The SFP+ (enhanced small form-factor pluggable) is an enhanced version of the SFP that supports data rates up to 16 Gbit/s. The SFP+ specification was first published on May 9, 2006, and version 4.1 was published on July 6, 2009. SFP+ supports 8 Gbit/s Fibre Channel, 10 Gigabit Ethernet and Optical Transport Network standard OTU2. It is a popular industry format supported by many network component vendors. Although the SFP+ standard does not include mention of 16 Gbit/s Fibre Channel, it can be used at this speed. Besides the data rate, the major difference between 8 and 16 Gbit/s Fibre Channel is the encoding method. The 64b/66b encoding used for 16 Gbit/s is a more efficient encoding mechanism than 8b/10b used for 8 Gbit/s, and allows for the data rate to double without doubling the line rate. 16GFC doesn't really use 16 Gbit/s signaling anywhere. It uses a 14.025 Gbit/s line rate to achieve twice the throughput of 8GFC.
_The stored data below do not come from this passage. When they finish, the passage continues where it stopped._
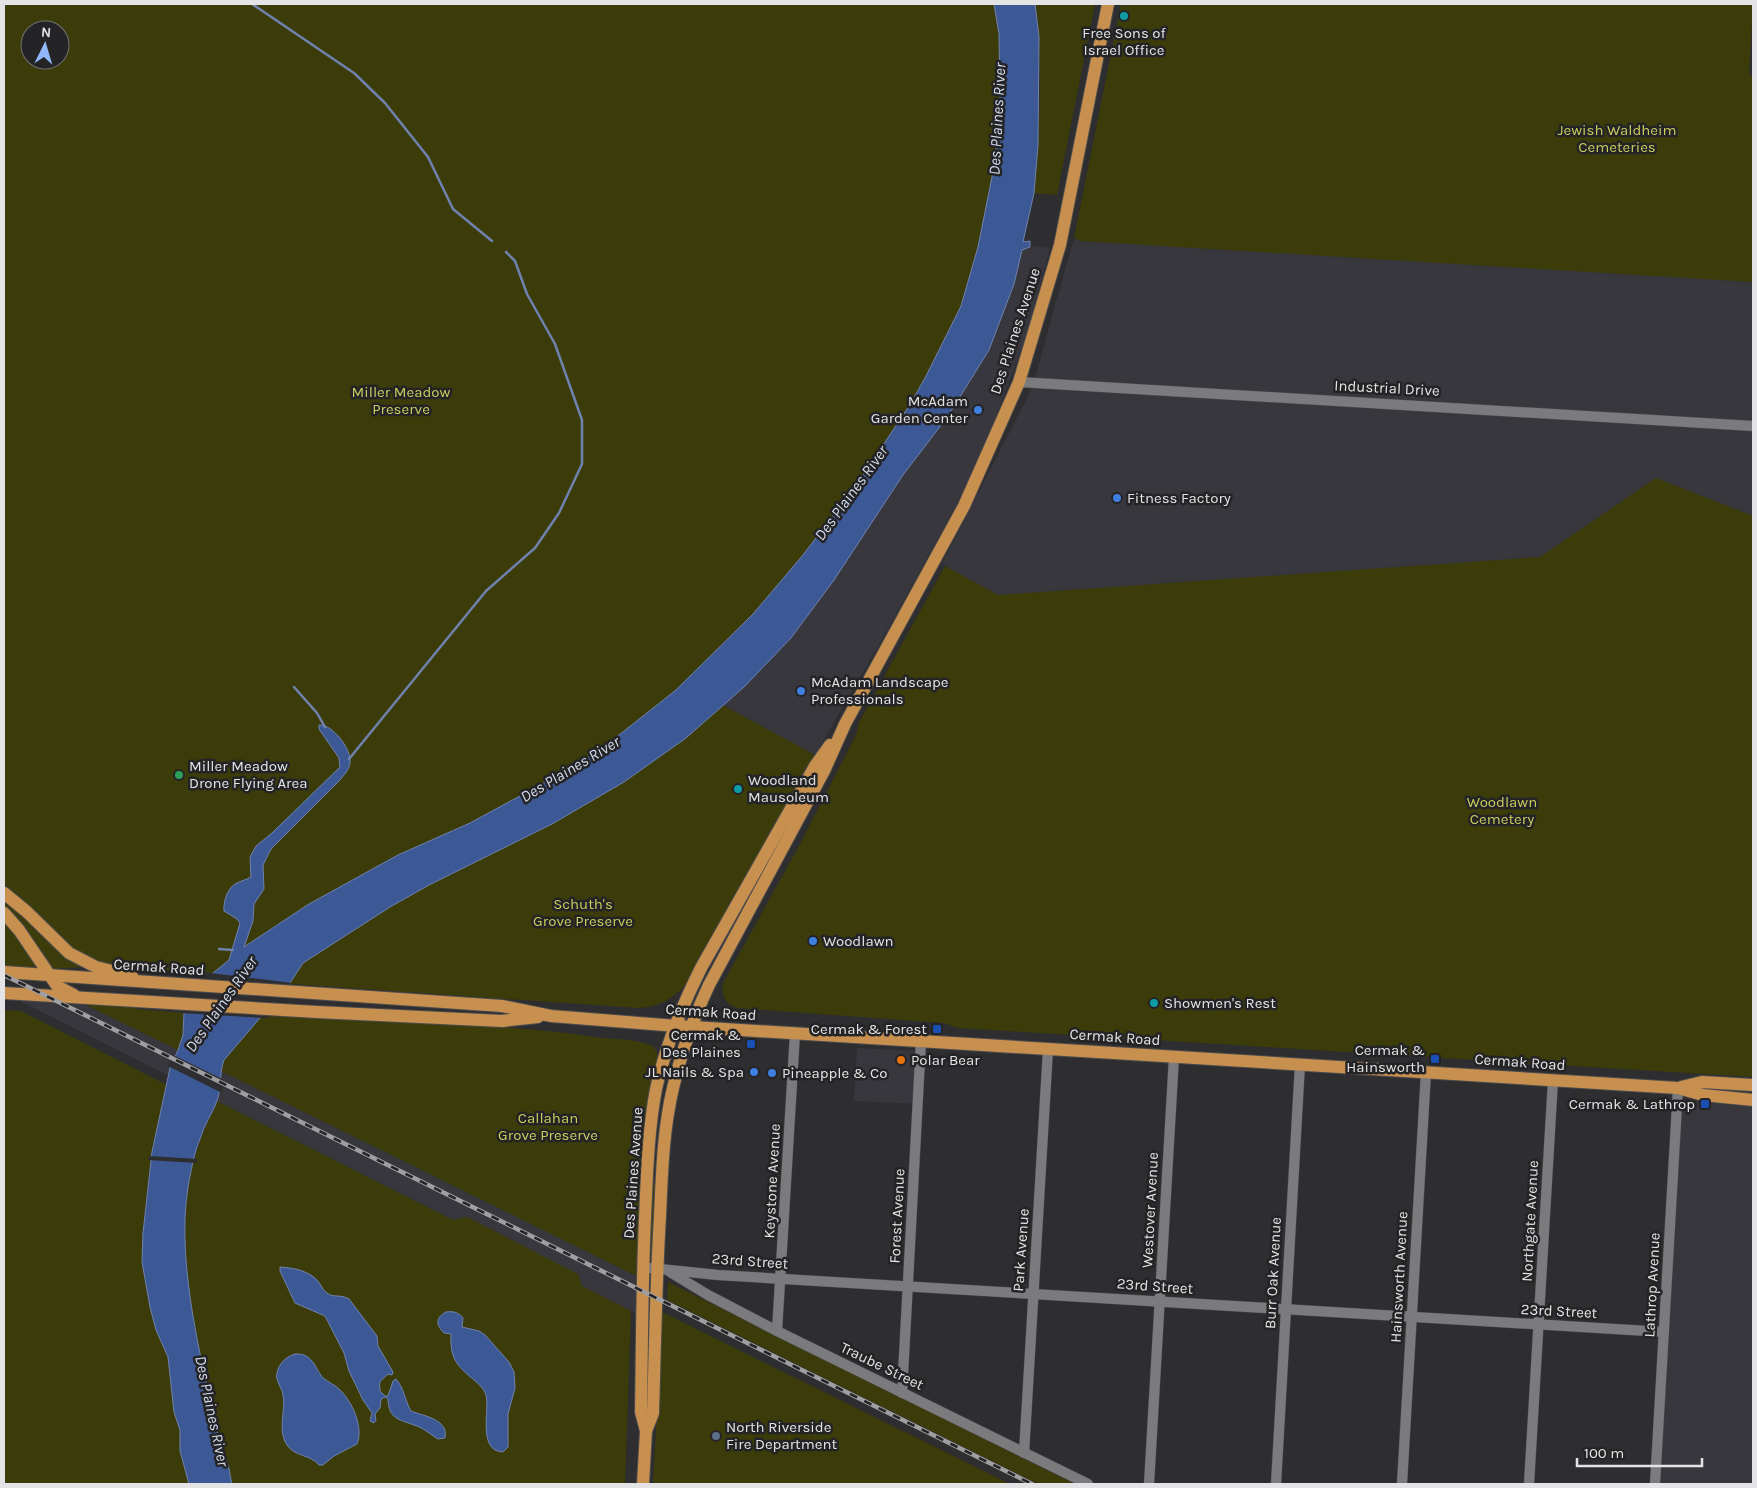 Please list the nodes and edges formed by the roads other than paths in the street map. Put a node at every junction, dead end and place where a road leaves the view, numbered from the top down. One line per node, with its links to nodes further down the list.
1 (1108, 4): 2 (main road, Des Plaines Avenue)
2 (1019, 382): 3 (street, Industrial Drive); 4 (main road, Des Plaines Avenue)
3 (1753, 426)
4 (845, 724): 13 (main road, Des Plaines Avenue); 14 (main road, Des Plaines Avenue)
5 (4, 893): 9 (main road)
6 (4, 913): 8 (main road)
7 (4, 972): 8 (main road, Cermak Road)
8 (49, 976): 9 (main road, Cermak Road); 11 (main road)
9 (159, 983): 12 (main road, Cermak Road)
10 (4, 992): 11 (main road, Cermak Road)
11 (83, 998): 12 (main road, Cermak Road)
12 (551, 1016): 13 (main road, Cermak Road)
13 (677, 1026): 14 (main road, Cermak Road); 25 (main road, Des Plaines Avenue)
14 (692, 1027): 15 (main road, Cermak Road); 26 (main road, Des Plaines Avenue)
15 (796, 1034): 16 (main road, Cermak Road); 27 (street, Keystone Avenue)
16 (921, 1041): 17 (main road, Cermak Road); 28 (street, Forest Avenue)
17 (1048, 1049): 18 (main road, Cermak Road); 29 (street, Park Avenue)
18 (1174, 1057): 19 (main road, Cermak Road); 30 (street, Westover Avenue)
19 (1300, 1064): 20 (main road, Cermak Road); 31 (street, Burr Oak Avenue)
20 (1426, 1072): 21 (main road, Cermak Road); 32 (street, Hainsworth Avenue)
21 (1553, 1080): 23 (main road, Cermak Road); 33 (street, Northgate Avenue)
22 (1753, 1085): 23 (main road, Cermak Road)
23 (1678, 1088): 24 (main road, Cermak Road); 35 (street, Lathrop Avenue)
24 (1753, 1100)
25 (643, 1268): 26 (street, 23rd Street); 37 (main road, Des Plaines Avenue)
26 (662, 1269): 27 (street, 23rd Street); 34 (street, Traube Street); 37 (main road, Des Plaines Avenue)
27 (781, 1278): 28 (street, 23rd Street); 34 (street, Keystone Avenue)
28 (908, 1286): 29 (street, 23rd Street); 36 (street, Forest Avenue)
29 (1034, 1294): 30 (street, 23rd Street); 38 (street, Park Avenue)
30 (1160, 1301): 31 (street, 23rd Street); 41 (street, Westover Avenue)
31 (1286, 1309): 32 (street, 23rd Street); 42 (street, Burr Oak Avenue)
32 (1412, 1318): 33 (street, 23rd Street); 43 (street, Hainsworth Avenue)
33 (1539, 1324): 35 (street, 23rd Street); 44 (street, Northgate Avenue)
34 (778, 1331): 36 (street, Traube Street)
35 (1664, 1332): 45 (street, Lathrop Avenue)
36 (902, 1393): 38 (street, Traube Street)
37 (646, 1431): 39 (main road, Des Plaines Avenue)
38 (1024, 1454): 40 (street, Traube Street)
39 (643, 1484)
40 (1088, 1484)
41 (1149, 1484)
42 (1276, 1484)
43 (1402, 1484)
44 (1529, 1484)
45 (1655, 1484)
SFP+ also introduces direct attach for connecting two SFP+ ports without dedicated transceivers. Direct attach cables (DAC) exist in passive (up to 7 m), active (up to 15 m), and active optical (AOC, up to 100 m) variants.

10 Gbit/s SFP+ modules are exactly the same dimensions as regular SFPs, allowing the equipment manufacturer to re-use existing physical designs for 24 and 48-port switches and modular line cards. In comparison to earlier XENPAK or XFP modules, SFP+ modules leave more circuitry to be implemented on the host board instead of inside the module. Through the use of an active electronic adapter, SFP+ modules may be used in older equipment with XENPAK ports and X2 ports.
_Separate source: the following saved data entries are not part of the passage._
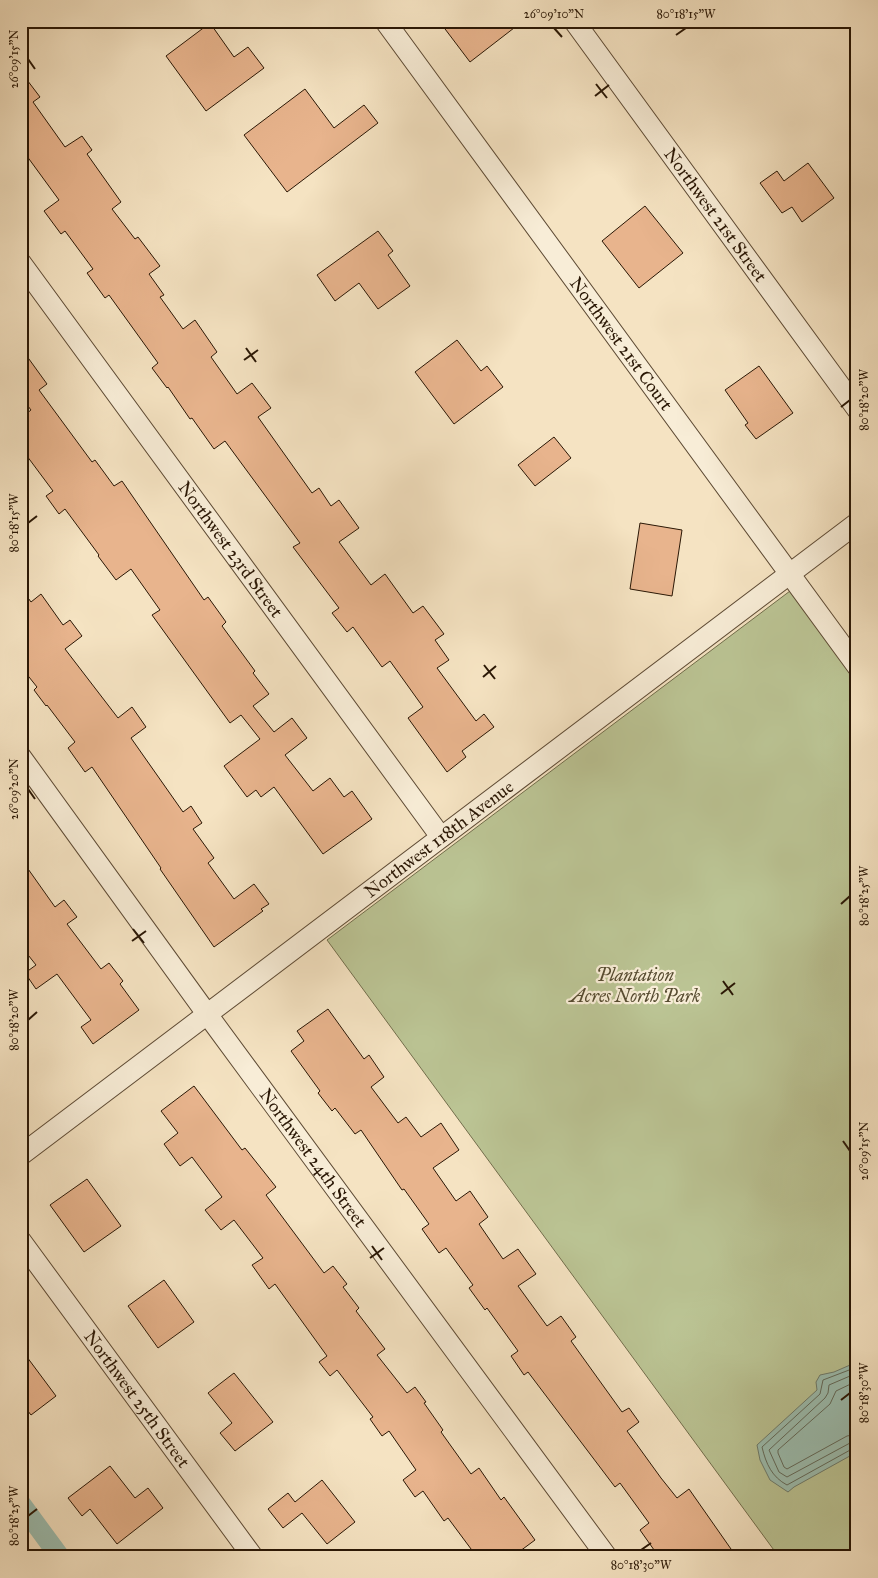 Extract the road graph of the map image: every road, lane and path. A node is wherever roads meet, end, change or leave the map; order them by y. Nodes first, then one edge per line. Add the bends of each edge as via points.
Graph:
1 (385, 21) edge
2 (574, 21) edge
3 (21, 263) edge
4 (857, 408) edge
5 (857, 523) edge
6 (790, 574) junction
7 (857, 666) edge
8 (21, 757) edge
9 (441, 837) junction
10 (207, 1014) junction
11 (21, 1155) edge
12 (21, 1241) edge
13 (253, 1557) edge
14 (607, 1557) edge

1 - 6 street, Northwest 21st Court
2 - 4 street, Northwest 21st Street
3 - 9 street, Northwest 23rd Street
5 - 6 street, Northwest 118th Avenue
6 - 7 street, Northwest 21st Court
6 - 9 street, Northwest 118th Avenue
8 - 10 street, Northwest 24th Street
9 - 10 street, Northwest 118th Avenue
10 - 11 street, Northwest 118th Avenue
10 - 14 street, Northwest 24th Street
12 - 13 street, Northwest 25th Street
SFP+ modules can be described as limiting or linear types; this describes the functionality of the inbuilt electronics. Limiting SFP+ modules include a signal amplifier to re-shape the (degraded) received signal whereas linear ones do not. Linear modules are mainly used with the low bandwidth standards such as 10GBASE-LRM; otherwise, limiting modules are preferred.

=== 25 Gbit/s SFP28 ===
SFP28 is a 25 Gbit/s interface which evolved from the 100 Gigabit Ethernet interface which is typically implemented with 4 by 25 Gbit/s data lanes. Identical in mechanical dimensions to SFP and SFP+, SFP28 implements one 28 Gbit/s lane accommodating 25 Gbit/s of data with encoding overhead.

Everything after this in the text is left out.